## Problem statement
Print the lines that run from the line with "pinky mcp: (308, 369)" to the line with "pinky mcp: (587, 418)", keeping both end lines, exactly as they appear in the entries below, and nothing else.

## Records provided
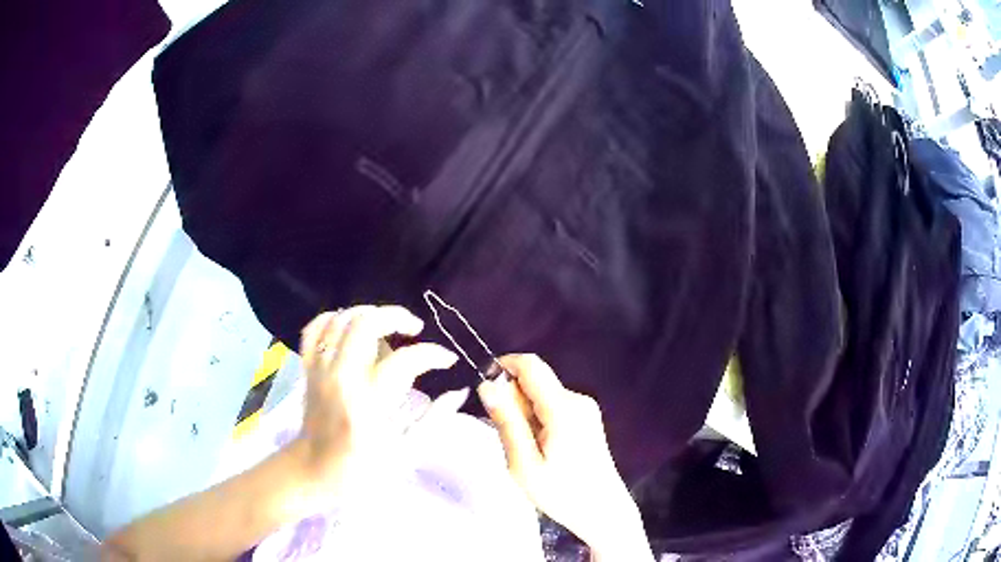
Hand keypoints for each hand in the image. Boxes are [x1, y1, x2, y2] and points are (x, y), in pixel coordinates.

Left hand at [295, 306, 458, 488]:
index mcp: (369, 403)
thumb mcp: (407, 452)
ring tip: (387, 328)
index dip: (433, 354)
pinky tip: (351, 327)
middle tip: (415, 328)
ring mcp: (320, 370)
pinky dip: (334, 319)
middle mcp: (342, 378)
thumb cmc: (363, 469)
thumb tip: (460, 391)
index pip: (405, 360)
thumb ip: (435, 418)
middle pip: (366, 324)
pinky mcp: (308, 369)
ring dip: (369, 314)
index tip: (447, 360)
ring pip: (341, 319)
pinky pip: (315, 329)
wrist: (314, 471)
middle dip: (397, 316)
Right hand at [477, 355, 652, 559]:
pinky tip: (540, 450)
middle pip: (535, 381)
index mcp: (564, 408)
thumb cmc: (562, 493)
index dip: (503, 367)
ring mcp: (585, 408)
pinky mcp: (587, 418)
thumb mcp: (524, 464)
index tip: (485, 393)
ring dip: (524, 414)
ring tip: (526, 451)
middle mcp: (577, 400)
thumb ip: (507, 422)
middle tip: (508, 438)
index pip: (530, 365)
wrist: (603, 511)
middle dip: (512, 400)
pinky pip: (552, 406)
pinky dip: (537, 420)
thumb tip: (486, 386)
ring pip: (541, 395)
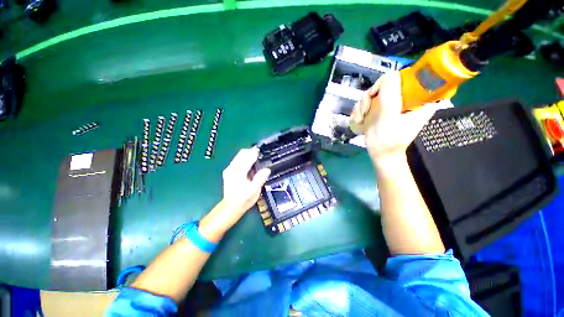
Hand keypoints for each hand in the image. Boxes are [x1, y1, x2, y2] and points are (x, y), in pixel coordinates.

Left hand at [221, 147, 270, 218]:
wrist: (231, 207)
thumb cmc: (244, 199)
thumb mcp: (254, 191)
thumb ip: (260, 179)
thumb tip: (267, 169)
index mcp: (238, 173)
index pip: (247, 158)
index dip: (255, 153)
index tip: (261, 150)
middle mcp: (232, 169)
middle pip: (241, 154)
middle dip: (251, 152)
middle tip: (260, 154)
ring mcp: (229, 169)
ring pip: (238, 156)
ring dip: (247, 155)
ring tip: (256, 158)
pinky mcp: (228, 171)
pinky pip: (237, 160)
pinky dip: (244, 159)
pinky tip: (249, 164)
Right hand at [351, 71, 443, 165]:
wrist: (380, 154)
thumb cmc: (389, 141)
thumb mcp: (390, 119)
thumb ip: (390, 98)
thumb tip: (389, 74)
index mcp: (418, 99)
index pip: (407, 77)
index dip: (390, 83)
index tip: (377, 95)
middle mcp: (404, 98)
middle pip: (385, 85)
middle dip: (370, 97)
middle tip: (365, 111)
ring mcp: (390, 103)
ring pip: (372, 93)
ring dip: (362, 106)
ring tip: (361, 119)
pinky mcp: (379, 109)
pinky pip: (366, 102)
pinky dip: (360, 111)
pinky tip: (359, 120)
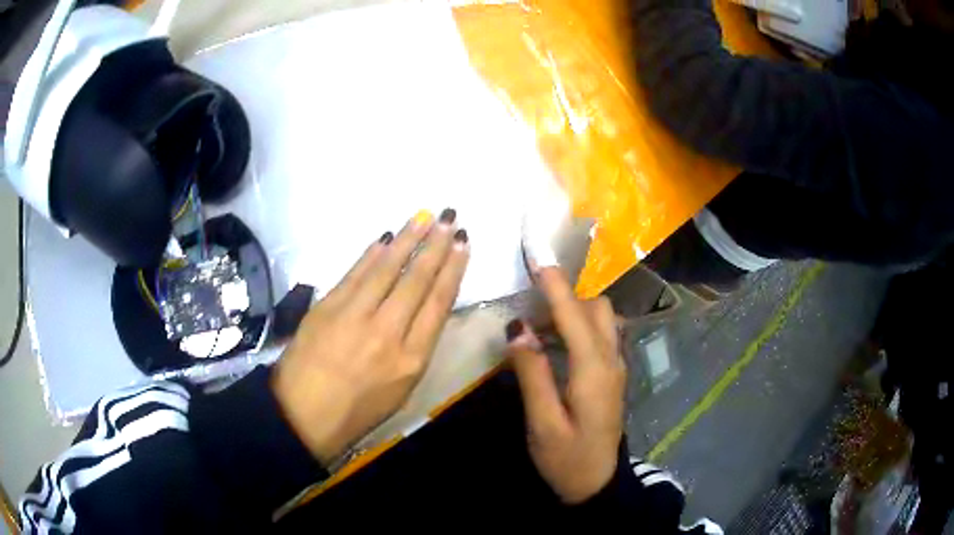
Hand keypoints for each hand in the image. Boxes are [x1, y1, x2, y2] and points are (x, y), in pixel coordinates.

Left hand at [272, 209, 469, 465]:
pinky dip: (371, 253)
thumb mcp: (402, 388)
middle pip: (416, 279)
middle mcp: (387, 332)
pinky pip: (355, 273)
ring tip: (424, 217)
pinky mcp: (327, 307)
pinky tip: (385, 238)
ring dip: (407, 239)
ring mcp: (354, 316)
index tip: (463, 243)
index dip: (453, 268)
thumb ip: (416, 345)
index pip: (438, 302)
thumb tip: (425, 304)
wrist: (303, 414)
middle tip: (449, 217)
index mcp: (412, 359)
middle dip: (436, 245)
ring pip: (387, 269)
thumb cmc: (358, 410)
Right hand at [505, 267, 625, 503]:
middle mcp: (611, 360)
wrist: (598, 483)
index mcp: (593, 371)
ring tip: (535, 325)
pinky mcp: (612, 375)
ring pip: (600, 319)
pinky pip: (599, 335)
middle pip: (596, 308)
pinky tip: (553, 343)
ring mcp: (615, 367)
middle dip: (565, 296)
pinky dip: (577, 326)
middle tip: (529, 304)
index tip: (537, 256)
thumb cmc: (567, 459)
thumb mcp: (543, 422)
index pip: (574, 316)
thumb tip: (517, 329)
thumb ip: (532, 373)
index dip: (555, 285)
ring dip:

## Answer for this exercise
pinky mcp: (308, 369)
ring dip: (369, 314)
index tip: (447, 360)
ring pip: (341, 319)
pinky pip: (315, 329)
wrist: (314, 471)
middle dip: (397, 316)
Right hand at [477, 355, 652, 559]:
pinky tip: (540, 450)
middle pip: (535, 381)
index mcp: (564, 408)
thumb cmc: (562, 493)
index dip: (503, 367)
ring mcp: (585, 408)
pinky mcp: (587, 418)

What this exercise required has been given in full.